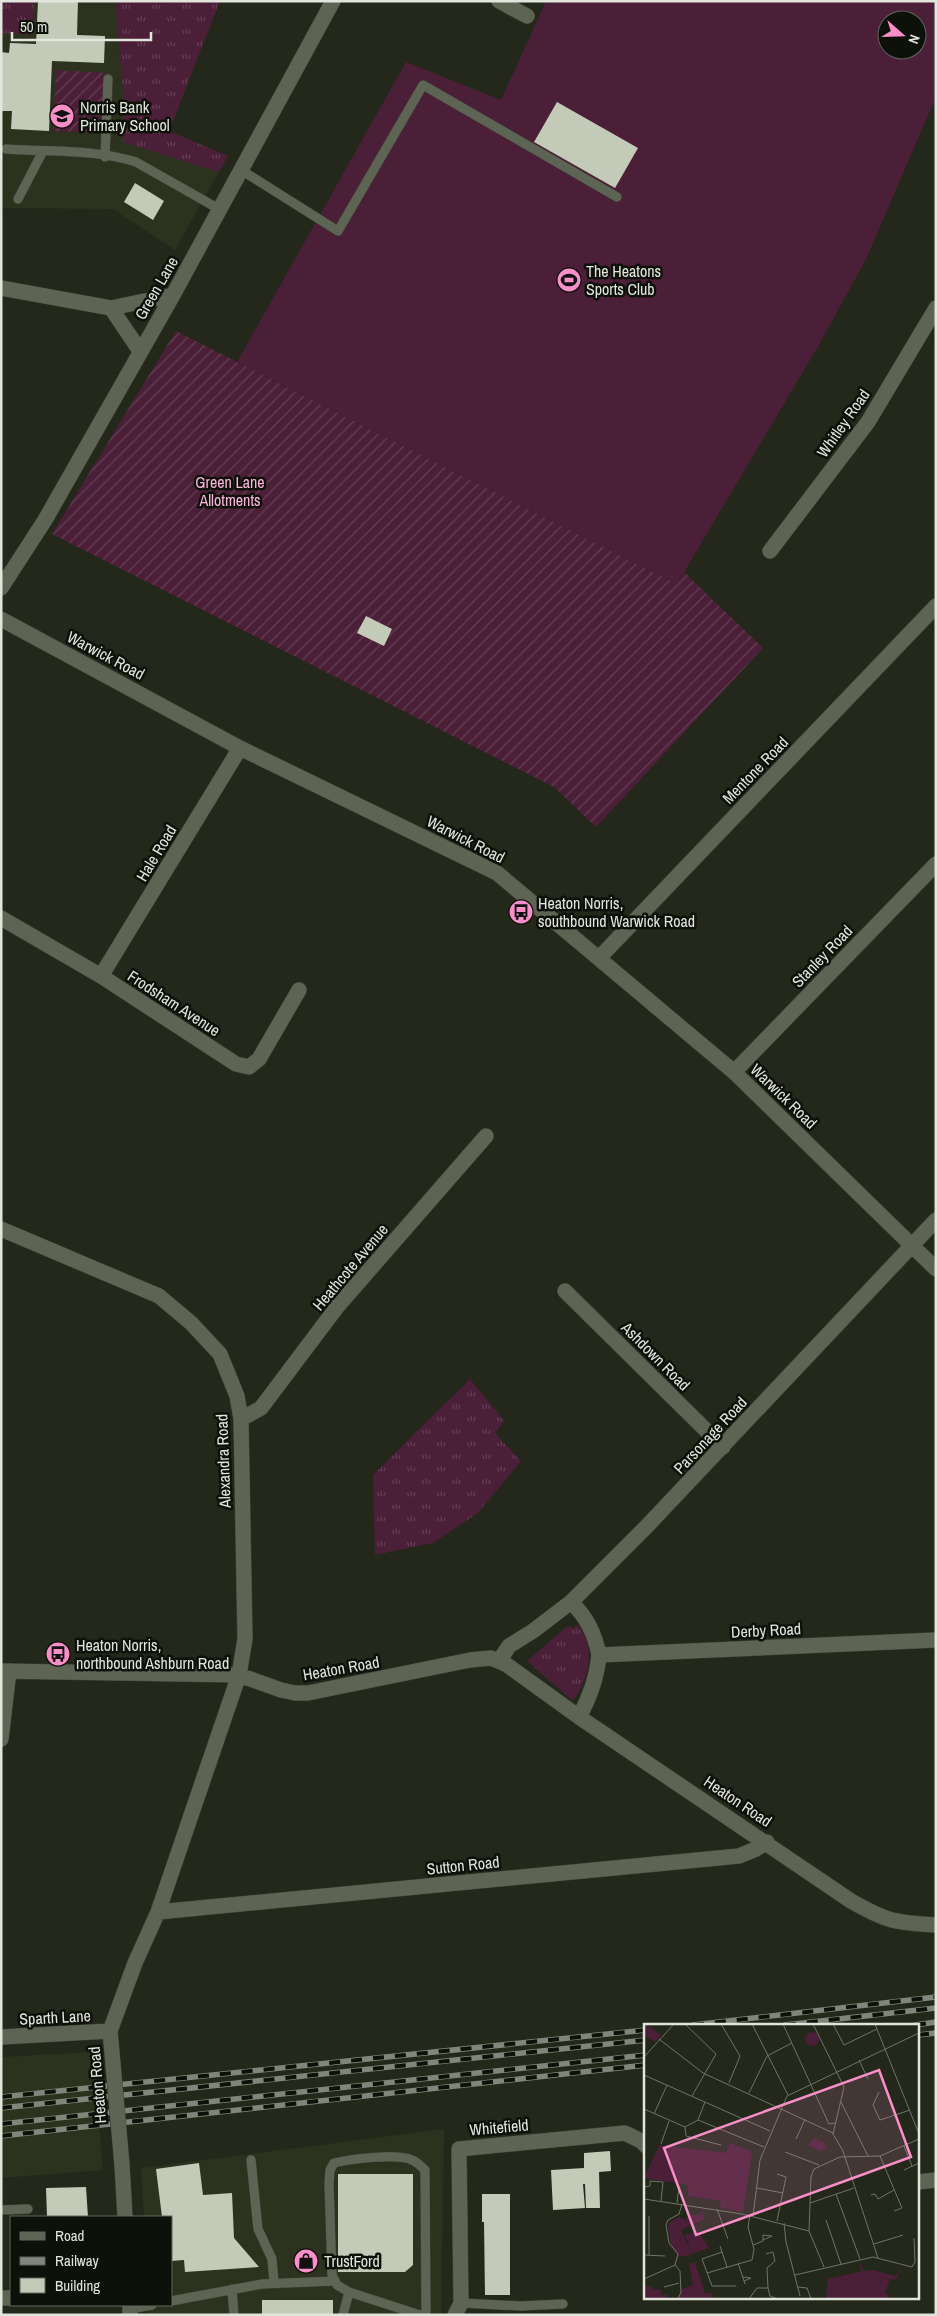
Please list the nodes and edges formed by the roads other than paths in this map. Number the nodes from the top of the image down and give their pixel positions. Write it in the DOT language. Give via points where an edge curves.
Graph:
graph roads {
  1 [pos="333,1"];
  2 [pos="499,1"];
  3 [pos="527,16"];
  4 [pos="108,79"];
  5 [pos="6,149"];
  6 [pos="43,151"];
  7 [pos="105,156"];
  8 [pos="241,170"];
  9 [pos="617,197"];
  10 [pos="18,199"];
  11 [pos="219,209"];
  12 [pos="1,288"];
  13 [pos="173,295"];
  14 [pos="111,308"];
  15 [pos="936,308"];
  16 [pos="140,351"];
  17 [pos="770,551"];
  18 [pos="2,587"];
  19 [pos="936,606"];
  20 [pos="1,619"];
  21 [pos="240,748"];
  22 [pos="936,864"];
  23 [pos="1,918"];
  24 [pos="599,958"];
  25 [pos="101,976"];
  26 [pos="299,990"];
  27 [pos="734,1072"];
  28 [pos="486,1136"];
  29 [pos="936,1220"];
  30 [pos="1,1228"];
  31 [pos="911,1244"];
  32 [pos="936,1269"];
  33 [pos="565,1291"];
  34 [pos="241,1419"];
  35 [pos="723,1446"];
  36 [pos="571,1602"];
  37 [pos="936,1640"];
  38 [pos="598,1655"];
  39 [pos="499,1661"];
  40 [pos="5,1671"];
  41 [pos="238,1675"];
  42 [pos="580,1717"];
  43 [pos="1,1739"];
  44 [pos="767,1842"];
  45 [pos="158,1912"];
  46 [pos="936,1925"];
  47 [pos="110,2031"];
  48 [pos="1,2037"];
  49 [pos="644,2144"];
  50 [pos="251,2160"];
  51 [pos="936,2180"];
  52 [pos="920,2182"];
  53 [pos="28,2209"];
  54 [pos="1,2210"];
  55 [pos="125,2216"];
  56 [pos="335,2281"];
  57 [pos="274,2283"];
  58 [pos="232,2289"];
  59 [pos="349,2292"];
  60 [pos="172,2301"];
  61 [pos="563,2304"];
  62 [pos="148,2306"];
  63 [pos="458,2309"];
  64 [pos="130,2310"];
  65 [pos="521,2310"];
  66 [pos="234,2315"];
  67 [pos="343,2315"];
  68 [pos="420,2315"];
  69 [pos="426,2315"];
  1 -- 8 [label="street, Green Lane"];
  2 -- 3 [label="street"];
  4 -- 7 [label="lane"];
  5 -- 6 [label="lane"];
  6 -- 7 [label="lane"];
  6 -- 10 [label="lane"];
  7 -- 11 [label="lane" via="136,162"];
  8 -- 9 [label="lane" via="338,231 423,85"];
  8 -- 11 [label="street, Green Lane"];
  11 -- 13 [label="street, Green Lane"];
  12 -- 14 [label="street"];
  13 -- 14 [label="street"];
  13 -- 16 [label="street, Green Lane"];
  14 -- 16 [label="street"];
  15 -- 17 [label="street, Whitley Road" via="868,422"];
  16 -- 18 [label="street, Green Lane" via="45,520"];
  19 -- 24 [label="street, Mentone Road"];
  20 -- 21 [label="street, Warwick Road"];
  21 -- 24 [label="street, Warwick Road" via="496,873"];
  21 -- 25 [label="street, Hale Road"];
  22 -- 27 [label="street, Stanley Road"];
  23 -- 25 [label="street, Frodsham Avenue"];
  24 -- 27 [label="street, Warwick Road"];
  25 -- 26 [label="street, Frodsham Avenue" via="236,1064 249,1067 259,1059"];
  27 -- 31 [label="street, Warwick Road"];
  28 -- 34 [label="street, Heathcote Avenue" via="337,1307 262,1408"];
  29 -- 31 [label="street, Parsonage Road"];
  30 -- 34 [label="street, Alexandra Road" via="159,1296 192,1323 220,1354 237,1396"];
  31 -- 32 [label="street, Warwick Road"];
  31 -- 35 [label="street, Parsonage Road"];
  33 -- 35 [label="street, Ashdown Road"];
  34 -- 41 [label="street, Alexandra Road" via="244,1639"];
  35 -- 36 [label="street, Parsonage Road"];
  36 -- 38 [label="street" via="583,1614"];
  36 -- 39 [label="street, Parsonage Road" via="509,1646"];
  37 -- 38 [label="street, Derby Road"];
  38 -- 42 [label="street" via="597,1672"];
  39 -- 41 [label="street, Heaton Road" via="491,1658 470,1660 295,1694"];
  39 -- 42 [label="street, Heaton Road"];
  40 -- 41 [label="street"];
  40 -- 43 [label="street"];
  41 -- 45 [label="street, Heaton Road"];
  42 -- 44 [label="street, Heaton Road"];
  44 -- 45 [label="street, Sutton Road" via="739,1856"];
  44 -- 46 [label="street, Heaton Road" via="851,1901 879,1916 900,1924"];
  45 -- 47 [label="street, Heaton Road" via="135,1962"];
  47 -- 48 [label="street, Sparth Lane"];
  47 -- 55 [label="street, Heaton Road, bridge"];
  49 -- 63 [label="street, Whitefield" via="625,2133 459,2149"];
  50 -- 57 [label="lane" via="258,2229 272,2259"];
  51 -- 52 [label="street"];
  53 -- 54 [label="lane"];
  56 -- 57 [label="lane"];
  56 -- 59 [label="lane"];
  56 -- 69 [label="lane" via="332,2275 329,2184 334,2163 402,2157 412,2160 424,2170"];
  57 -- 58 [label="lane"];
  58 -- 60 [label="lane"];
  58 -- 66 [label="lane"];
  59 -- 67 [label="lane"];
  59 -- 68 [label="lane"];
  61 -- 65 [label="lane"];
  62 -- 64 [label="lane"];
  63 -- 65 [label="lane"];
}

--*--

EXERCISE AIM:
Look through the entries above; copy each line where the string "Parsonage" appears.

FINISHED EXERCISE:
  29 -- 31 [label="street, Parsonage Road"];
  31 -- 35 [label="street, Parsonage Road"];
  35 -- 36 [label="street, Parsonage Road"];
  36 -- 39 [label="street, Parsonage Road" via="509,1646"];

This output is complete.